Click here to monitor SSC
SQLServerCentral is supported by Red Gate Software Ltd.
 
Log in  ::  Register  ::  Not logged in
 
 
 

Intersect, Except, Union, All and Any

By David Poole, (first published: 2009/07/20)

I was reviewing the Microsoft training courses for SQL2008 for a set of application developers who wanted to learn more about SQL Server. In doing so I came across some commands that I either had not heard of or had not used before.

  • INTERSECT
  • EXCEPT
  • ALL
  • ANY

ALL and ANY have been around for donkeys years but INTERSECT and EXCEPT were new to me.

Whenever I find a new set of commands in T-SQL I fire up my developer edition and go straight to Adventureworks to start playing around.
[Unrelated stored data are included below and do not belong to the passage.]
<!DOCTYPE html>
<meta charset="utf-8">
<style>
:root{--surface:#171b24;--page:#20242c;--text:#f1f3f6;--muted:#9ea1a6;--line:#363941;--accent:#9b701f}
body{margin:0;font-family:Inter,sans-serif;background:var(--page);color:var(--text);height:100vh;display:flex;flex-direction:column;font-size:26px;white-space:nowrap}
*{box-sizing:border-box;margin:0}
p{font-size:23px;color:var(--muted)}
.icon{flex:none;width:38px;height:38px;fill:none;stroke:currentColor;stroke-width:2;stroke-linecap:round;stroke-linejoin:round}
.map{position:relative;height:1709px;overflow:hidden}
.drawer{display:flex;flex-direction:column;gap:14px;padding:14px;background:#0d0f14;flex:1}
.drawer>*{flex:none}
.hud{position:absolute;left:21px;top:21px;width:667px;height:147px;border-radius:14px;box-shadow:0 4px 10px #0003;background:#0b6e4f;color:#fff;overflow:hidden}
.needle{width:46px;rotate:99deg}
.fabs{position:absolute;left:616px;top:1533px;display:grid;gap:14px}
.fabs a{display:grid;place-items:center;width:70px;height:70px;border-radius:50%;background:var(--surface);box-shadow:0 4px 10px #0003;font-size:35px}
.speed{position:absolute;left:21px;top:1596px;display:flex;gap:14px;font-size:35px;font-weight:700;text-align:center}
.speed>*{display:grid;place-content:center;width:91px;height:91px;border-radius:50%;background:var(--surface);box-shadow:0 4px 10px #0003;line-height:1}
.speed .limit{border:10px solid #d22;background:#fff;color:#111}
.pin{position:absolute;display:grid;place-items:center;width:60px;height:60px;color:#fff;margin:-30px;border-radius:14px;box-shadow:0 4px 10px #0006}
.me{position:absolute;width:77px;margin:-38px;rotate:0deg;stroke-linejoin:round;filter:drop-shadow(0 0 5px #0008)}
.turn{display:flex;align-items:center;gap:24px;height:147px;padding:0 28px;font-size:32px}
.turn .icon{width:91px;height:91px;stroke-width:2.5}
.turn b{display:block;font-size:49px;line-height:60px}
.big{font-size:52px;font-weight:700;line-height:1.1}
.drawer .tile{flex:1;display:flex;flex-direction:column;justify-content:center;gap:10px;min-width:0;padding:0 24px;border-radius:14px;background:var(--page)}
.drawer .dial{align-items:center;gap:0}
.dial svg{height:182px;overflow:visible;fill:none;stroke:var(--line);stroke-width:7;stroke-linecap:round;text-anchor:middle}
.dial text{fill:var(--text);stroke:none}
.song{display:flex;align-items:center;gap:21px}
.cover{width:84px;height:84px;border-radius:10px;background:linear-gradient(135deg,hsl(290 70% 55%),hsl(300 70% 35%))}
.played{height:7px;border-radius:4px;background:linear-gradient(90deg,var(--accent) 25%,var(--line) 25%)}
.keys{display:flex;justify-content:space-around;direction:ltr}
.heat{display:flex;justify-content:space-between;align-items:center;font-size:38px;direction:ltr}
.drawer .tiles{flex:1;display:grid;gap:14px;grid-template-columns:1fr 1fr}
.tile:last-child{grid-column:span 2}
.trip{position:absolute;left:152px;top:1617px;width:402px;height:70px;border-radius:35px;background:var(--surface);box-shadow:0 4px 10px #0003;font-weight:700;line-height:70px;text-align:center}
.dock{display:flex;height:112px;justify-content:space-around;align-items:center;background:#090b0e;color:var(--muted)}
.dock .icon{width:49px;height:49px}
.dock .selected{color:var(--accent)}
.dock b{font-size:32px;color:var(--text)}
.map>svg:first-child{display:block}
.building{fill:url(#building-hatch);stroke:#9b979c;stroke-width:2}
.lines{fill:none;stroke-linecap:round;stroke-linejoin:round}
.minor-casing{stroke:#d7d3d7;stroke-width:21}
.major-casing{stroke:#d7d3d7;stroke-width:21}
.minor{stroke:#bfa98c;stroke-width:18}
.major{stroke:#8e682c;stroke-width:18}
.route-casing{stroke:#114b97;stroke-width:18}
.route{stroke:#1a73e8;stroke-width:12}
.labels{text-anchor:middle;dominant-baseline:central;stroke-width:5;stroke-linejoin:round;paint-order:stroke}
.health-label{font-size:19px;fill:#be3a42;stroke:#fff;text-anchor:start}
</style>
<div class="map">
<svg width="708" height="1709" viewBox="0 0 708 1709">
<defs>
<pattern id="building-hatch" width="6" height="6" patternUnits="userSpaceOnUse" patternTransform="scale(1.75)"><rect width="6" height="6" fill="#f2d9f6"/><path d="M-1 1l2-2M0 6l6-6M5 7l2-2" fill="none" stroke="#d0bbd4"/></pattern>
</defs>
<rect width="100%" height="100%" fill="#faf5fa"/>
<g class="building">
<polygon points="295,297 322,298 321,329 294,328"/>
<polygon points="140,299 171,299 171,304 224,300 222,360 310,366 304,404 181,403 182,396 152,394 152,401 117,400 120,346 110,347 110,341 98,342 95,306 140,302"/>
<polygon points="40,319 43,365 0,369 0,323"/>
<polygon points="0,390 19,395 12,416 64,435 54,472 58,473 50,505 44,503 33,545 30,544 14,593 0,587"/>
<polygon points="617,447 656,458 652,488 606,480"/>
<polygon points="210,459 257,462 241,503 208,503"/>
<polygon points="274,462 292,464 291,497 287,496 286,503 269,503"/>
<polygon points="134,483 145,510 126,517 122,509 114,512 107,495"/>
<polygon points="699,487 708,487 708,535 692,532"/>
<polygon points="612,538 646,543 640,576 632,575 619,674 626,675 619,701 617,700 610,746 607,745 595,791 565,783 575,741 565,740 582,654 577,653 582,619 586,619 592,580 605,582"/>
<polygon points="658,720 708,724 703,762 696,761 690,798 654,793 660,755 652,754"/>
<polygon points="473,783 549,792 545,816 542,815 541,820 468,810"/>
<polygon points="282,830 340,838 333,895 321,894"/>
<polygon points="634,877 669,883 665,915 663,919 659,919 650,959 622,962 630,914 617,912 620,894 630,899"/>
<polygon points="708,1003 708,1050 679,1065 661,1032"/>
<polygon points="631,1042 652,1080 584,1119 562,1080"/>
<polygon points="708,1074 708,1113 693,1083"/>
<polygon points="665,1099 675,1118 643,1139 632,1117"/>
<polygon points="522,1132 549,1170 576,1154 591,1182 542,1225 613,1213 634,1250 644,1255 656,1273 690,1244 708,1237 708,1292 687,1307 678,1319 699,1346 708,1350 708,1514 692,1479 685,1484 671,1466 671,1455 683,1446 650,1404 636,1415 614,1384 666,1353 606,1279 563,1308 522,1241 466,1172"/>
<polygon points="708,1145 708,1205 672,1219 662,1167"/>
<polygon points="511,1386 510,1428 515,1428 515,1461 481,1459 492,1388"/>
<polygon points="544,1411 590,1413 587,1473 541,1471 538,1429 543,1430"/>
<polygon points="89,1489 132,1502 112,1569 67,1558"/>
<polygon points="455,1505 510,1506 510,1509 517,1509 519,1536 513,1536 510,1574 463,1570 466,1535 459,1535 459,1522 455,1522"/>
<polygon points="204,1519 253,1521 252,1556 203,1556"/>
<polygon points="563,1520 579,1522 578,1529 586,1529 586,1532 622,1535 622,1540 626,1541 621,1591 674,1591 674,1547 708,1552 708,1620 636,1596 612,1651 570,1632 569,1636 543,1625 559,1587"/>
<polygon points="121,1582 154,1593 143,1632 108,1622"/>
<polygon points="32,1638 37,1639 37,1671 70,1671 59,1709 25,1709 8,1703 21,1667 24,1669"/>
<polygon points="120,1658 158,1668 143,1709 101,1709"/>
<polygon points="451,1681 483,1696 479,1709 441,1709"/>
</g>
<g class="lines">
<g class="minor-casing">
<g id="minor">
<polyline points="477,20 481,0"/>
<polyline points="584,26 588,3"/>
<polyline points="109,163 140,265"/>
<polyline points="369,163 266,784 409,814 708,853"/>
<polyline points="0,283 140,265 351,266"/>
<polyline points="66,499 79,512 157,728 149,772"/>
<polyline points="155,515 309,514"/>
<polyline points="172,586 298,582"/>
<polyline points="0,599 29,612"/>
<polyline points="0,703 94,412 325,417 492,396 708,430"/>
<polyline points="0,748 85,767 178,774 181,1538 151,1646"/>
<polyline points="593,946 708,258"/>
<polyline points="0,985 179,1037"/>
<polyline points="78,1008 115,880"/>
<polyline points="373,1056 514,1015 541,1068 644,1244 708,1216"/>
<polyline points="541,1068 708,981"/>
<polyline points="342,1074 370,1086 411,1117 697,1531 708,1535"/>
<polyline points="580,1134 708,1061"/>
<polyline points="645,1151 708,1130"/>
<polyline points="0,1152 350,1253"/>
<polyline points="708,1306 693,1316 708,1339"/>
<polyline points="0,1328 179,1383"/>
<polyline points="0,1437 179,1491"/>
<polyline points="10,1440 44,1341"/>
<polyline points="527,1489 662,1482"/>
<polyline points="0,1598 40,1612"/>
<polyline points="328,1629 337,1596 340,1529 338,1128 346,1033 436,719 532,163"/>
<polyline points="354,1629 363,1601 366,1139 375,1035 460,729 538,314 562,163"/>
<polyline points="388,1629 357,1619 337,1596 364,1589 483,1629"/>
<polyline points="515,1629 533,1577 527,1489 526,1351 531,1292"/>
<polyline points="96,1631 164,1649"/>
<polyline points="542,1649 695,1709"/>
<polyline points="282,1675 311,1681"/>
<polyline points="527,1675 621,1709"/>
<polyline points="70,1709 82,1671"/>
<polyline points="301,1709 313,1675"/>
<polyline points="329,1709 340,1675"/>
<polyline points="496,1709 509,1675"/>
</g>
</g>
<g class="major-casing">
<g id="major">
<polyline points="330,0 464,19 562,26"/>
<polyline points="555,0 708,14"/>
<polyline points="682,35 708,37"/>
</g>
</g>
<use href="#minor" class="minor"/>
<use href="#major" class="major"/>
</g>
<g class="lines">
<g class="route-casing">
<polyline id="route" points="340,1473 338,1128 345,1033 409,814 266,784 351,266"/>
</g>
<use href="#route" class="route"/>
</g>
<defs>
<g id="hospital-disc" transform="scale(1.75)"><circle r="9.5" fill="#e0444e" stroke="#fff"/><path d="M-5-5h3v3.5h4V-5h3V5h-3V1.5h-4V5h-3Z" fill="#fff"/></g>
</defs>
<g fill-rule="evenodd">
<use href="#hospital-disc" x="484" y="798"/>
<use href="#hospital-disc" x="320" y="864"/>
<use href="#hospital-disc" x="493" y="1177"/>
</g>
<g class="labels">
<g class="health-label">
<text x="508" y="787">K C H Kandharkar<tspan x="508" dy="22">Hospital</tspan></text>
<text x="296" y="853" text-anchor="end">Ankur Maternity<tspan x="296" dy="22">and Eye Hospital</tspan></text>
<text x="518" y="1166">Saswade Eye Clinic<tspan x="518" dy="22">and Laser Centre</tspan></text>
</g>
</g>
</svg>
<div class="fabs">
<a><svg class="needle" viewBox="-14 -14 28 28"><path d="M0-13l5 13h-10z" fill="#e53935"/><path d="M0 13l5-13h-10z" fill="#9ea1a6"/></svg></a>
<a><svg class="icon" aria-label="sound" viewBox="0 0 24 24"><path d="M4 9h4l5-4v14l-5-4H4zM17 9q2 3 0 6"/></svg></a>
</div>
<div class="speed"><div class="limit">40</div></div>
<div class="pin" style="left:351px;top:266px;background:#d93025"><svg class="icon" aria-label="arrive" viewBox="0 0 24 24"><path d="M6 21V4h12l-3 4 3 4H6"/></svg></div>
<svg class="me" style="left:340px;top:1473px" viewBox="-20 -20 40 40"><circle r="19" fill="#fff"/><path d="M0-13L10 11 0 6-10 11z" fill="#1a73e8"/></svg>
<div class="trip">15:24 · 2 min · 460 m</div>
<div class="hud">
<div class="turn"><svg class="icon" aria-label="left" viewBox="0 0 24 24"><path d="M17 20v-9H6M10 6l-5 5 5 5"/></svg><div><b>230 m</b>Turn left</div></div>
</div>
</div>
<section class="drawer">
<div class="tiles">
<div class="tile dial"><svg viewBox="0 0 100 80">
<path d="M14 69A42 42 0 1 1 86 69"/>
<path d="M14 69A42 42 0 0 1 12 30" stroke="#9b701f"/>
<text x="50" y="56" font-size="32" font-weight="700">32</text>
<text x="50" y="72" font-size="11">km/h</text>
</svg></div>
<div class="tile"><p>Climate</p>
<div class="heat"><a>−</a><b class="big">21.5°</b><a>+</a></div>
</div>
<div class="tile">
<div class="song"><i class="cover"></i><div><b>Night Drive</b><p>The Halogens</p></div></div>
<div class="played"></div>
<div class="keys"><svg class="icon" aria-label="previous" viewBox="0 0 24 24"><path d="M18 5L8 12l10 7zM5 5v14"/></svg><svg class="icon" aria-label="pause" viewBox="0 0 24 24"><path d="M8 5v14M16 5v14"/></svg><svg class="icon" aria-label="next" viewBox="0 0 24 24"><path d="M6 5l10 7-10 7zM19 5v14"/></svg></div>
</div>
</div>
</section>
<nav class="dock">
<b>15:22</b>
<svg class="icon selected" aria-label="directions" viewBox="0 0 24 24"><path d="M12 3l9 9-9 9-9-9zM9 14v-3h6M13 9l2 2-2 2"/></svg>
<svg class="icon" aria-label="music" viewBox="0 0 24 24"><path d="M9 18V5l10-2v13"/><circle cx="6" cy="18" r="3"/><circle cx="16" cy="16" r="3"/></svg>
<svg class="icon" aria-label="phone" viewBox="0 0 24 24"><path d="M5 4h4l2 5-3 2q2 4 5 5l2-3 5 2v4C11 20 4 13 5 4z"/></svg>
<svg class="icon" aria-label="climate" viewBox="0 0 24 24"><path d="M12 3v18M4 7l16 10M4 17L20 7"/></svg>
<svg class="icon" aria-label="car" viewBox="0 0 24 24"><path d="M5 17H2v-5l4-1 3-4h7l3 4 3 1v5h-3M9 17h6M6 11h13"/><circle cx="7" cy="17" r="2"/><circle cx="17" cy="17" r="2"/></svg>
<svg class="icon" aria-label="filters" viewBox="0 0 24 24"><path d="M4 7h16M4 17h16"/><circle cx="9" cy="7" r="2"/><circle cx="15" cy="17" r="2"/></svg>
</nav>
INTERSECT, EXCEPT and UNION

To experiment with these commands I decided to look at two sets of CustomerID values

  • Customers in sales territory 10 (United Kingdom)
  • Sales orders in July 2004, the last month of orders in Adventureworks

Perhaps the best way to show what these commands do when comparing two sets of data is to look at the diagrams below

Predicate Illustration Description
EXCEPT image001 Customers from the UK who have not bought in the last month (July 2004)
INTERSECT INTERSECT Customers from the UK
AND
who have made a purchase in the last month (July 2004)
UNION UNION Customers from the UK
OR
who have made a purchase in the last month (July 2004)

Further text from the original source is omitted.